Justice Ruth Bader Ginsburg made a cameo on opening night of Washington National Opera's "Daughter of the Regiment." (Courtesy video)
The Duchess of Krakenthorp, a small speaking role in Donizetti's comic opera "The Daughter of the Regiment," doesn't usually stop the show. Then again, that part isn't usually portrayed by a Supreme Court justice.
Ruth Bader Ginsburg's opening-night-only cameo as the Duchess in Washington National Opera's perky production set off a roaring ovation before she uttered a word. (She has appeared onstage as an extra a few times, but this was her official company debut.)
All the Kennedy Center audience needed was the first sight of the diminutive judge wearing a satiny, lime-colored 19th-century gown and sitting in — more like swallowed up by — a large hooded chair.
She went on to deliver pointed lines about the need for vetting the opera's heroine, Marie (silvery voiced soprano Lisette Oropesa), before marriage to the Duchess' nephew. You can imagine the laughter when Ginsburg spoke of needing to see a birth certificate, warned against "fraudulent pretensions," and noted that the "most valiant Krakenthorpians have been women."
The cheers for Ginsburg were even more vociferous at the end of the evening when she took several cute, curtsying curtain calls. Pity Cindy Gold, the actress playing the Duchess in the remaining performances of the opera. Talk about a tough act to follow. (The wry dialogue that Ginsburg delivered remains.)
Even without a starry cameo, the production makes for an entertaining couple of hours. It's fueled by Donizetti's infectious score, which balances lightheartedness with just enough tenderness to flesh out the characters of Marie and Tonio, the Tyrolean who captures her heart. That score gets a lively workout here.

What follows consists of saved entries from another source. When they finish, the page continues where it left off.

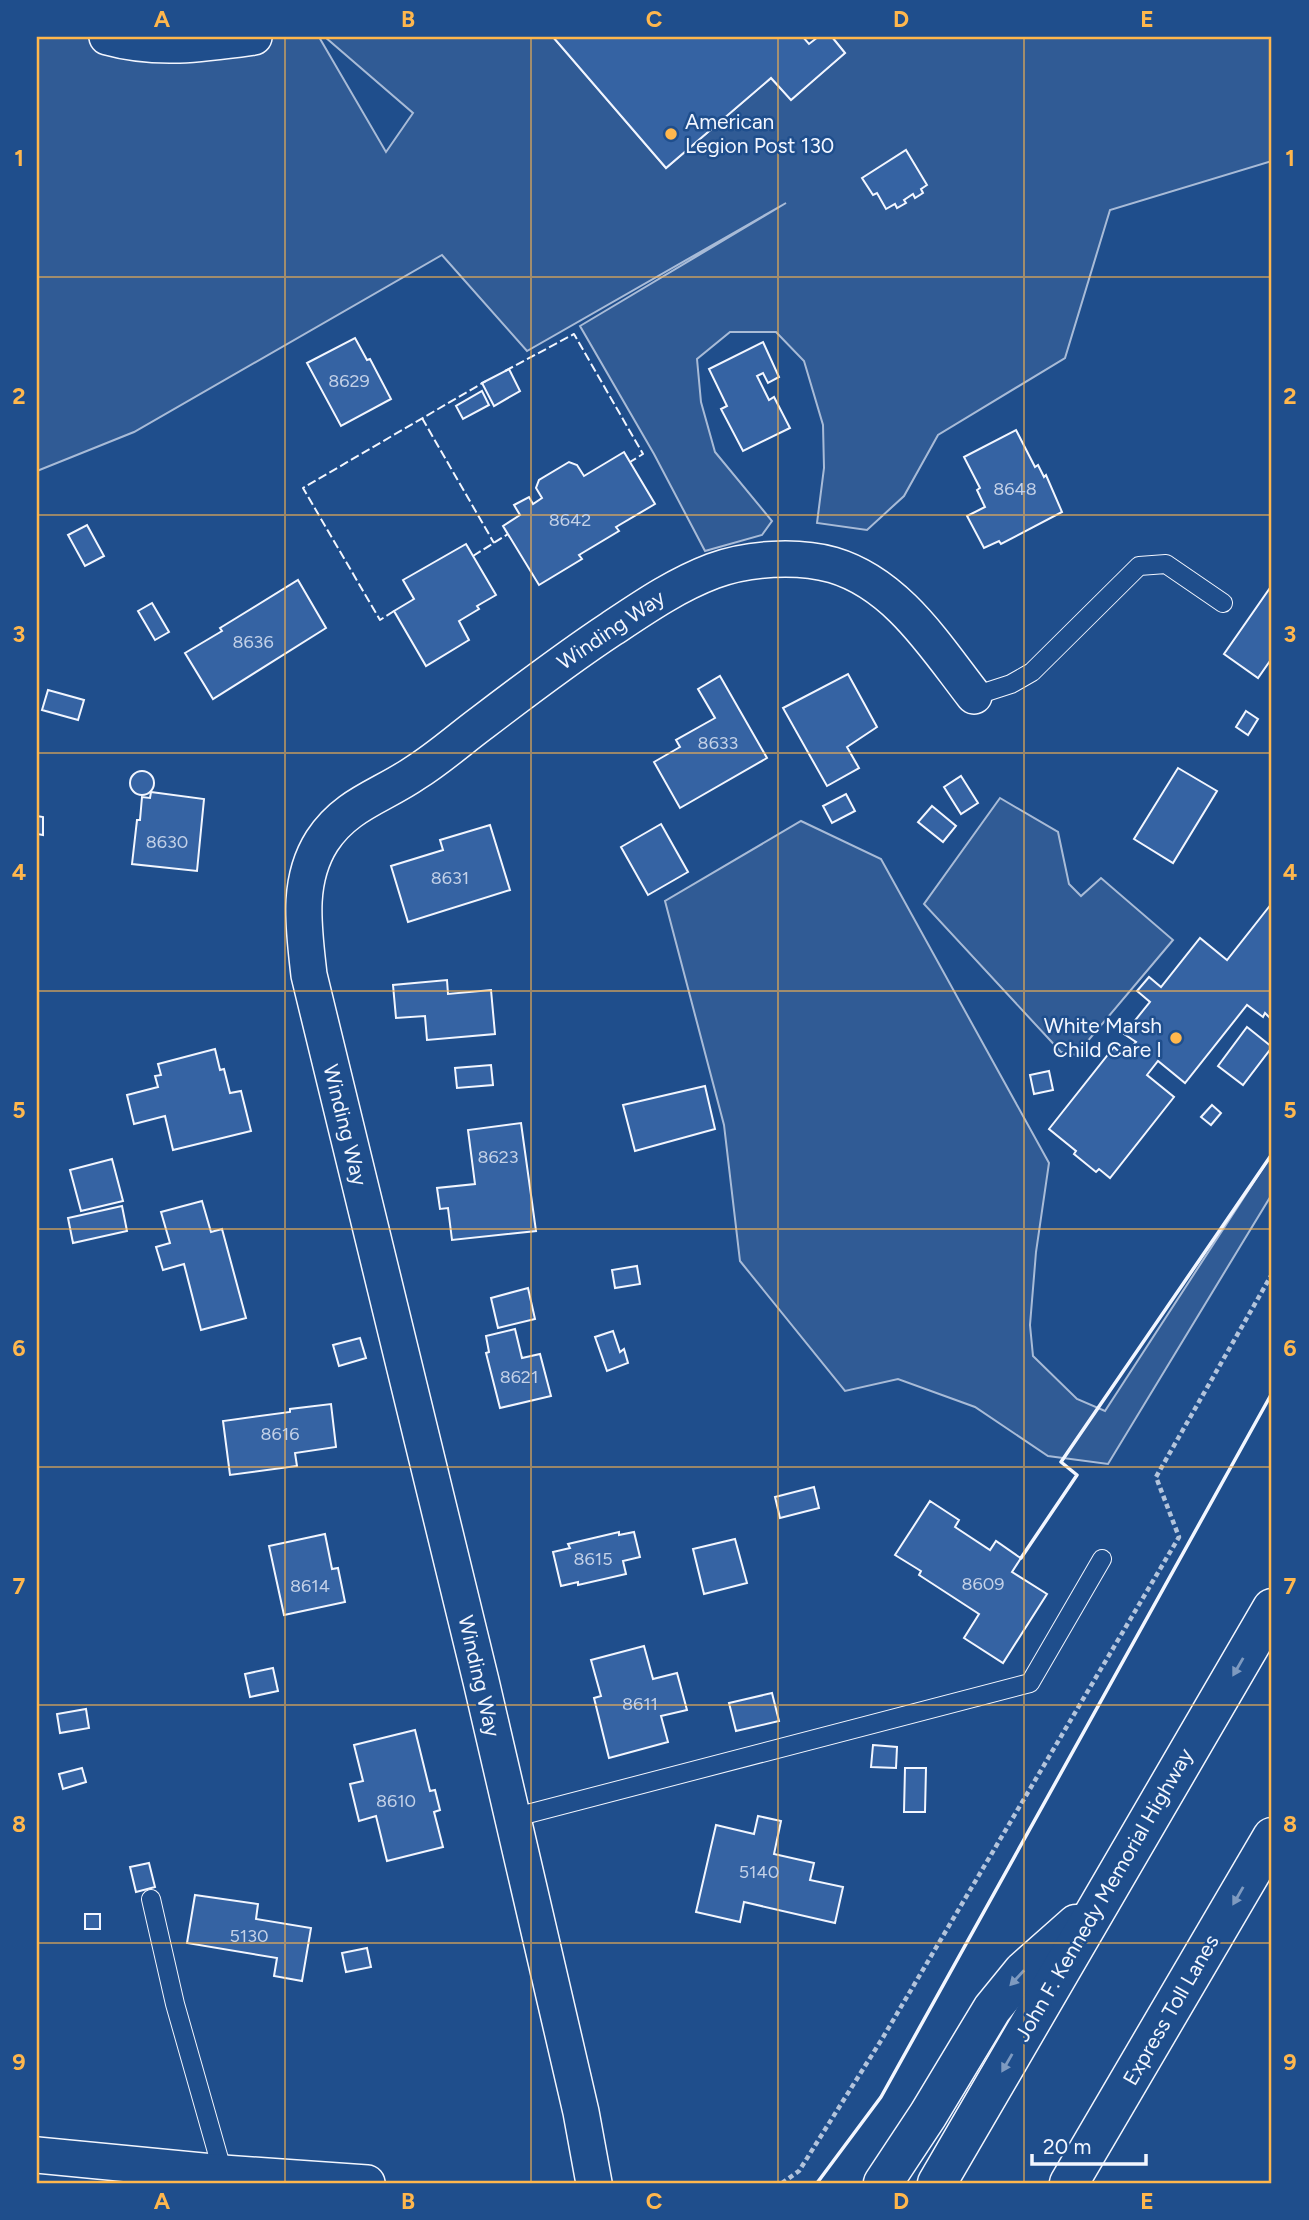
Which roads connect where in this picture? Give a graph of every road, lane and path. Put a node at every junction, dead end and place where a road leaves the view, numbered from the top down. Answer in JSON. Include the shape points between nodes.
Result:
{"nodes":[{"id":1,"x":107,"y":37,"type":"edge"},
{"id":2,"x":254,"y":37,"type":"edge"},
{"id":3,"x":1223,"y":603,"type":"dead end"},
{"id":4,"x":974,"y":696,"type":"joint"},
{"id":5,"x":1272,"y":1274,"type":"edge"},
{"id":6,"x":1102,"y":1559,"type":"dead end"},
{"id":7,"x":1272,"y":1608,"type":"edge"},
{"id":8,"x":512,"y":1818,"type":"junction"},
{"id":9,"x":1272,"y":1837,"type":"edge"},
{"id":10,"x":1103,"y":1898,"type":"junction"},
{"id":11,"x":151,"y":1899,"type":"dead end"},
{"id":12,"x":37,"y":2155,"type":"edge"},
{"id":13,"x":223,"y":2173,"type":"junction"},
{"id":14,"x":367,"y":2183,"type":"edge"},
{"id":15,"x":594,"y":2183,"type":"edge"},
{"id":16,"x":782,"y":2183,"type":"edge"},
{"id":17,"x":883,"y":2183,"type":"edge"},
{"id":18,"x":937,"y":2183,"type":"edge"},
{"id":19,"x":1069,"y":2183,"type":"edge"}],
"edges":[{"from":1,"to":2,"type":"street","via":[[151,46]]},
{"from":3,"to":4,"type":"lane","via":[[1166,564],[1139,566],[1032,672]]},
{"from":4,"to":8,"type":"street","name":"Winding Way","via":[[916,621],[854,572],[804,560],[749,562],[715,570],[651,602],[559,664],[414,775],[363,802],[339,820],[310,865],[303,894],[309,975]]},
{"from":5,"to":16,"type":"path","via":[[1156,1477],[1179,1537],[882,2039],[799,2171]]},
{"from":6,"to":8,"type":"lane","via":[[1030,1683]]},
{"from":7,"to":10,"type":"highway","name":"John F. Kennedy Memorial Highway","one_way":true},
{"from":8,"to":15,"type":"street","name":"Winding Way"},
{"from":9,"to":19,"type":"highway","name":"Express Toll Lanes","one_way":true},
{"from":10,"to":17,"type":"highway","one_way":true,"via":[[1036,1958],[1000,1998]]},
{"from":10,"to":18,"type":"highway","name":"John F. Kennedy Memorial Highway","one_way":true},
{"from":11,"to":13,"type":"lane"},
{"from":12,"to":13,"type":"street"},
{"from":13,"to":14,"type":"street"}]}
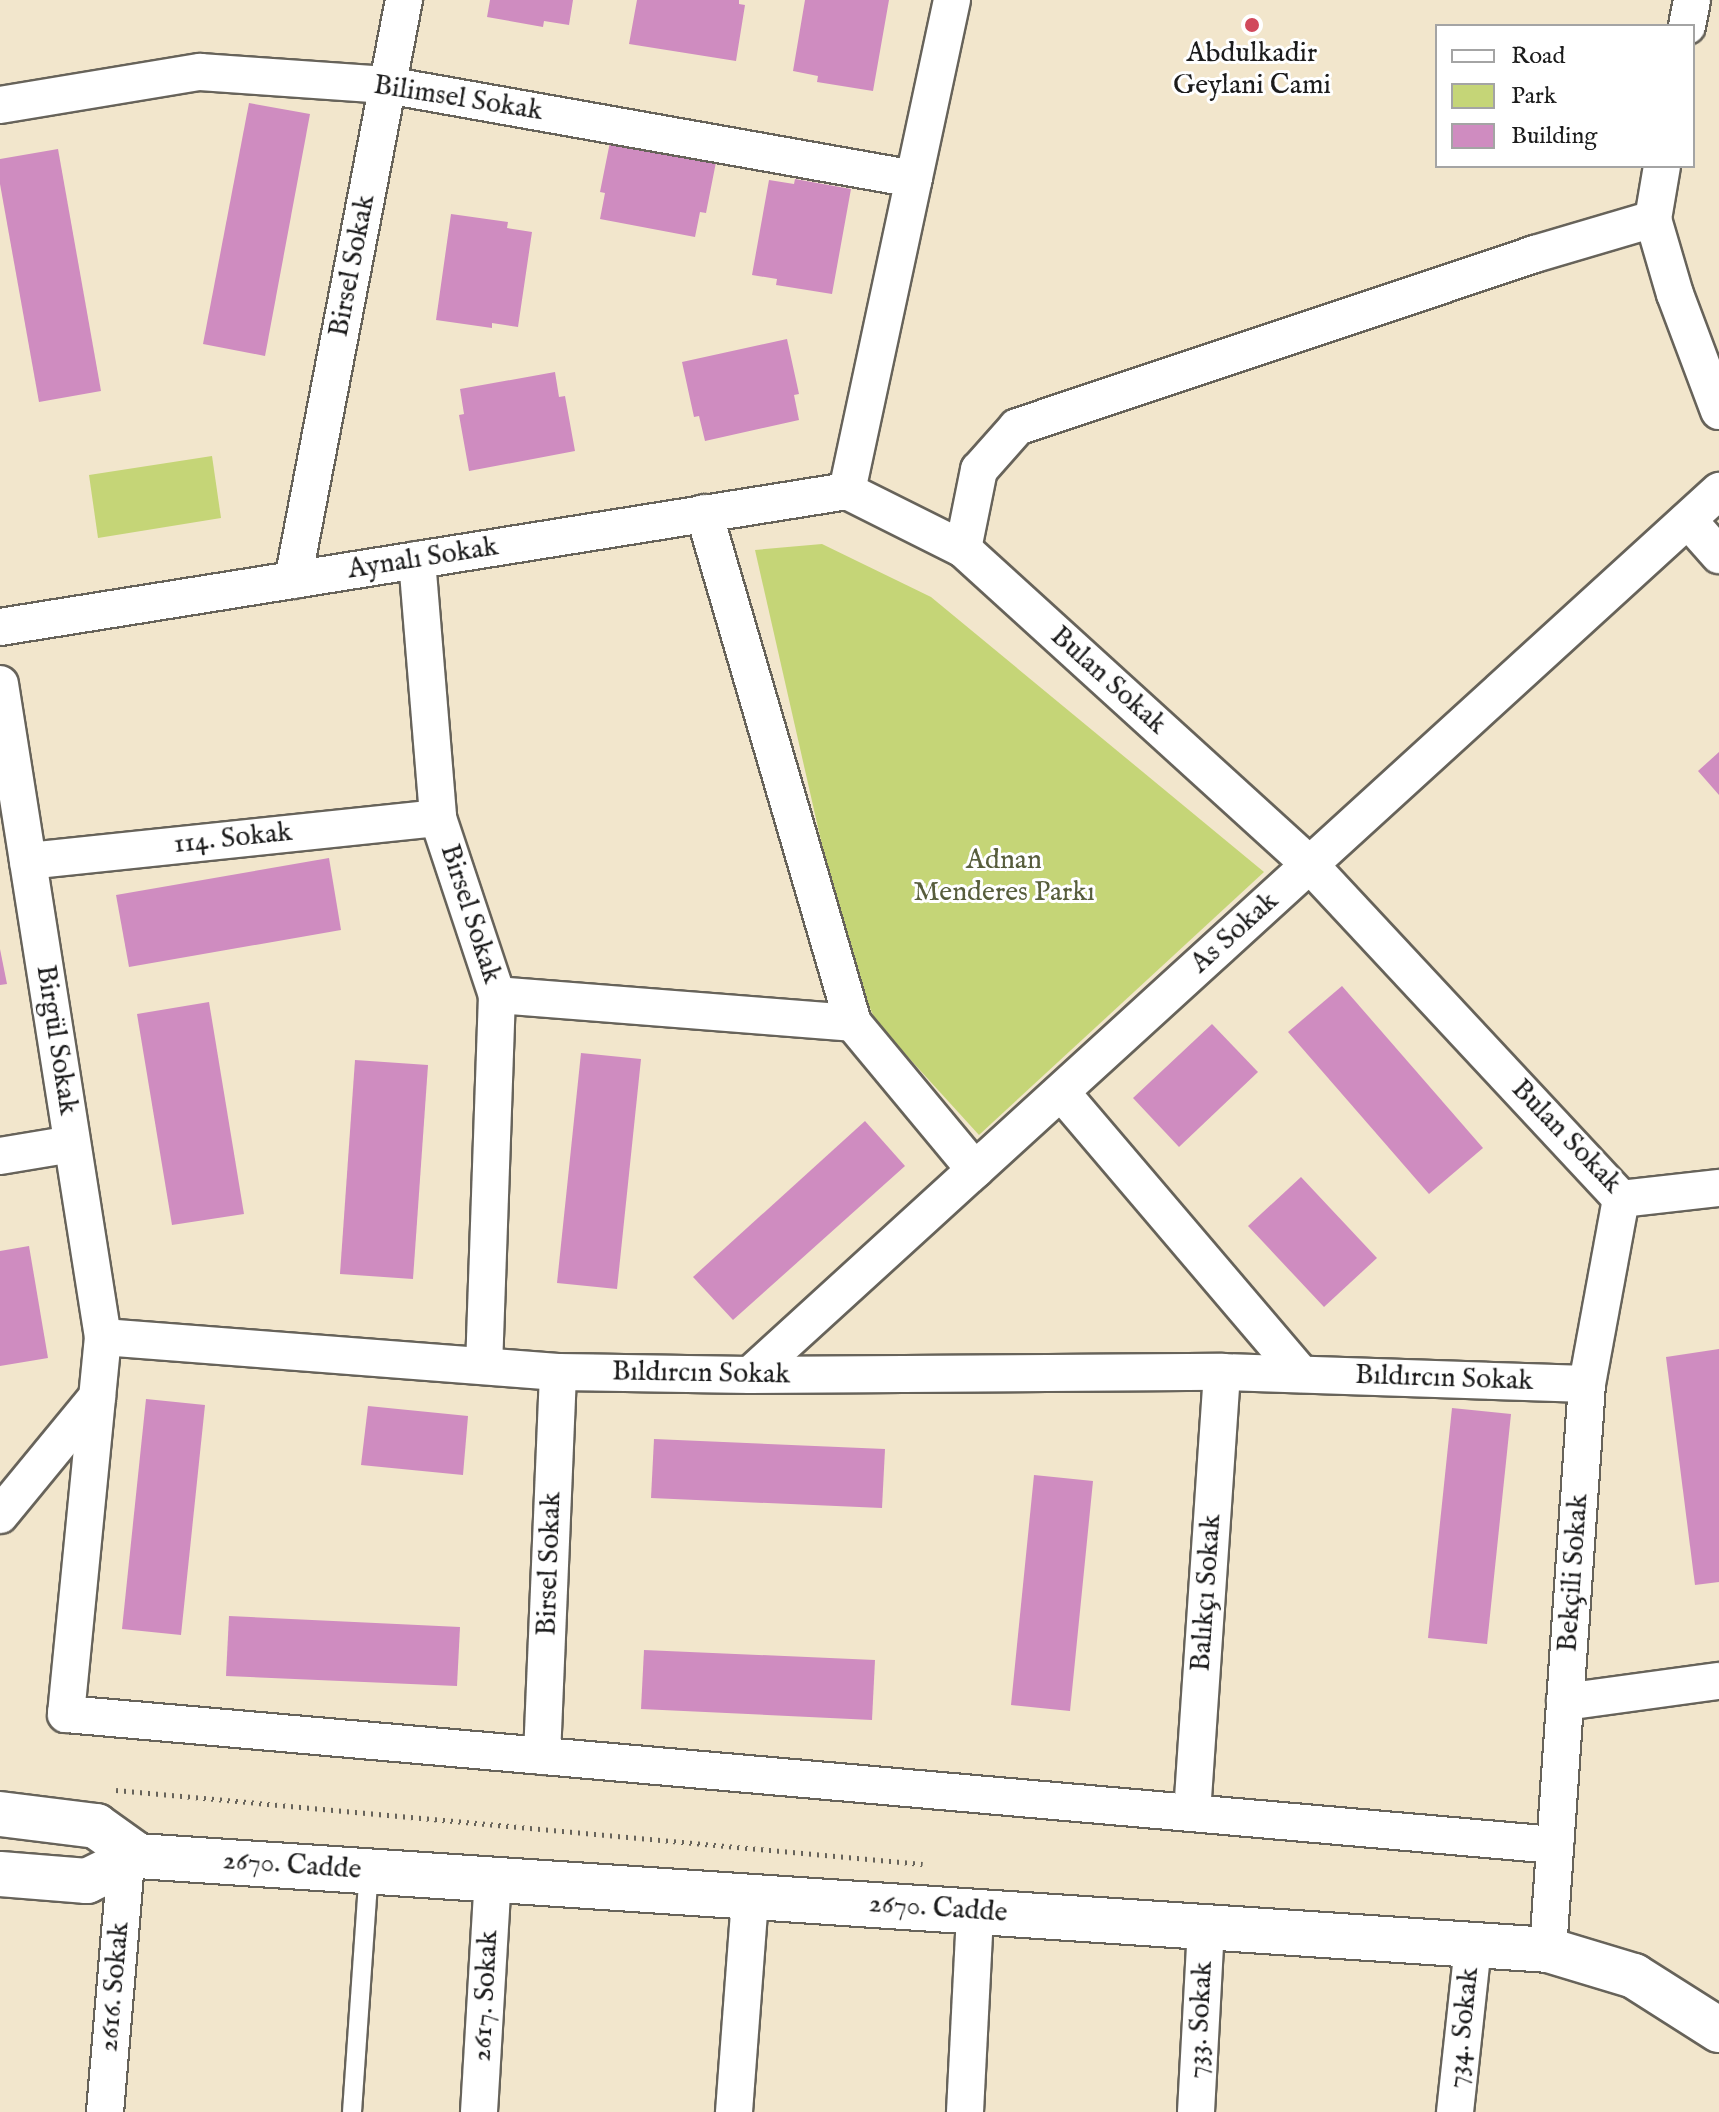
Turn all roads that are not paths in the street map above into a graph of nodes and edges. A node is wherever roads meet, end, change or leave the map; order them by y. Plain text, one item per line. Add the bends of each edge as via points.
1 (404, 0) edge
2 (952, 0) edge
3 (1692, 0) edge
4 (1687, 24) edge
5 (387, 85) junction
6 (0, 105) edge
7 (1662, 168) edge
8 (914, 179) junction
9 (1653, 219) junction
10 (1719, 411) edge
11 (847, 491) junction
12 (1719, 491) edge
13 (704, 513) junction
14 (1688, 520) junction
15 (963, 549) junction
16 (1719, 555) edge
17 (417, 560) junction
18 (293, 580) junction
19 (0, 627) edge
20 (0, 684) edge
21 (438, 818) junction
22 (28, 861) junction
23 (1310, 865) junction
24 (497, 995) junction
25 (853, 1023) junction
26 (1061, 1092) junction
27 (72, 1144) junction
28 (0, 1156) edge
29 (975, 1170) junction
30 (1719, 1188) edge
31 (1621, 1199) junction
32 (103, 1337) junction
33 (484, 1366) junction
34 (558, 1372) junction
35 (1222, 1372) junction
36 (1301, 1374) junction
37 (750, 1375) junction
38 (1587, 1384) junction
39 (97, 1397) junction
40 (0, 1515) edge
41 (1719, 1681) edge
42 (1565, 1702) junction
43 (542, 1756) junction
44 (1192, 1813) junction
45 (0, 1814) edge
46 (1555, 1845) junction
47 (132, 1859) junction
48 (369, 1871) junction
49 (0, 1874) edge
50 (493, 1879) junction
51 (750, 1897) junction
52 (975, 1912) junction
53 (1206, 1927) junction
54 (1473, 1945) junction
55 (1548, 1950) junction
56 (1719, 2030) edge
57 (105, 2112) edge
58 (352, 2112) edge
59 (479, 2112) edge
60 (734, 2112) edge
61 (965, 2112) edge
62 (1196, 2112) edge
63 (1455, 2112) edge

1 - 5 street, Birsel Sokak
2 - 8 street
3 - 4 street
5 - 6 street, Bilimsel Sokak via 200,72
5 - 8 street, Bilimsel Sokak
5 - 18 street, Birsel Sokak
7 - 9 street
8 - 11 street
9 - 10 street
9 - 15 street via 1017,427 979,470
11 - 13 street, Aynalı Sokak
11 - 15 street, Bulan Sokak
12 - 14 street, As Sokak
13 - 17 street, Aynalı Sokak
13 - 25 street
14 - 16 street
14 - 23 street, As Sokak
15 - 23 street, Bulan Sokak
17 - 18 street, Aynalı Sokak
17 - 21 street, Birsel Sokak
18 - 19 street, Aynalı Sokak
20 - 22 street, Birgül Sokak
21 - 22 street, 114. Sokak
21 - 24 street, Birsel Sokak
22 - 27 street, Birgül Sokak
23 - 26 street, As Sokak
23 - 31 street, Bulan Sokak
24 - 25 street
24 - 33 street, Birsel Sokak
25 - 29 street
26 - 29 street, As Sokak
26 - 36 street
27 - 28 street
27 - 32 street, Birgül Sokak
29 - 37 street, As Sokak
30 - 31 street, Bulan Sokak
31 - 38 street, Bekçili Sokak
32 - 33 street, Bıldırcın Sokak
32 - 39 street, Birgül Sokak
33 - 34 street, Bıldırcın Sokak
34 - 37 street, Bıldırcın Sokak
34 - 43 street, Birsel Sokak
35 - 36 street, Bıldırcın Sokak
35 - 37 street, Bıldırcın Sokak
35 - 44 street, Balıkçı Sokak
36 - 38 street, Bıldırcın Sokak
38 - 42 street, Bekçili Sokak
39 - 40 street
39 - 43 street, Birgül Sokak via 66,1714
41 - 42 street
42 - 46 street, Bekçili Sokak
43 - 44 street
44 - 46 street
45 - 47 main road via 96,1826
46 - 55 street, Bekçili Sokak
47 - 48 main road, 2670. Cadde
47 - 49 main road, 2670. Cadde via 87,1881
47 - 57 street, 2616. Sokak
48 - 50 main road, 2670. Cadde
48 - 58 lane
50 - 51 main road, 2670. Cadde
50 - 59 street, 2617. Sokak
51 - 52 main road, 2670. Cadde
51 - 60 street
52 - 53 main road, 2670. Cadde
52 - 61 street
53 - 54 main road, 2670. Cadde
53 - 62 street, 733. Sokak
54 - 55 main road, 2670. Cadde
54 - 63 street, 734. Sokak
55 - 56 main road, 2670. Cadde via 1634,1976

Oropesa does not have a big sound, but her limpid tone and elegant phrasing pay dividends. This is especially true in "Il faut partir," Marie's Act 1 aria of farewell to Tonio after learning that she must leave him and the regiment to follow her new-found aunt. (The opera is performed in the original French; Ginsburg said her lines in English.)
The soprano is a natural comic actress, too. She has particular fun in the second act, when Marie, pushed to hone high-society ways, makes a mess of singing and dancing lessons.
"The Daughter of the Regiment" is most famous for Tonio's aria, "Pour mon ame," with its nine — count 'em, nine — high C's. Lawrence Brownlee, one of today's most admired tenors, hits those C's with aplomb (giving the last one extra hold, to delectable effect).
More importantly, Brownlee sings everything with style and communicative nuance. And his musicality is matched by dynamic acting.
Kevin Burdette does droll work as Sulpice, the regimental sergeant, and provides vocal sparks along the way. His contribution helps make the bubbly Act 2 trio with Oropesa and Brownlee a major highlight.
Deborah Nansteel gives a spot-on performance as the Marquise of Berkenfield, who bears crucial knowledge of Marie's roots. The chorus proves reliable in tone and action.
Nicely nuanced conducting by Christopher Allen adds much to the production. He knows how to keep the tempos jumping but also how to sculpt a lyrical line eloquently, and he coaxes colorful playing from the orchestra.
This isn't the freshest-looking "Daughter of the Regiment" imaginable. James Noone's storybook scenic design suggests budget limitations; the set would fit more neatly into a much smaller theater. Robert Longbottom's stage direction is certainly lively, but likewise strikes an old-fashioned note. A sometimes repetitive note, too — several scenes involve repeated shtick that cries out for variants and surprise.
Still, when all is sung and marched, this "Daughter of the Regiment" provides a welcome diversion as it salutes Donizetti's genius.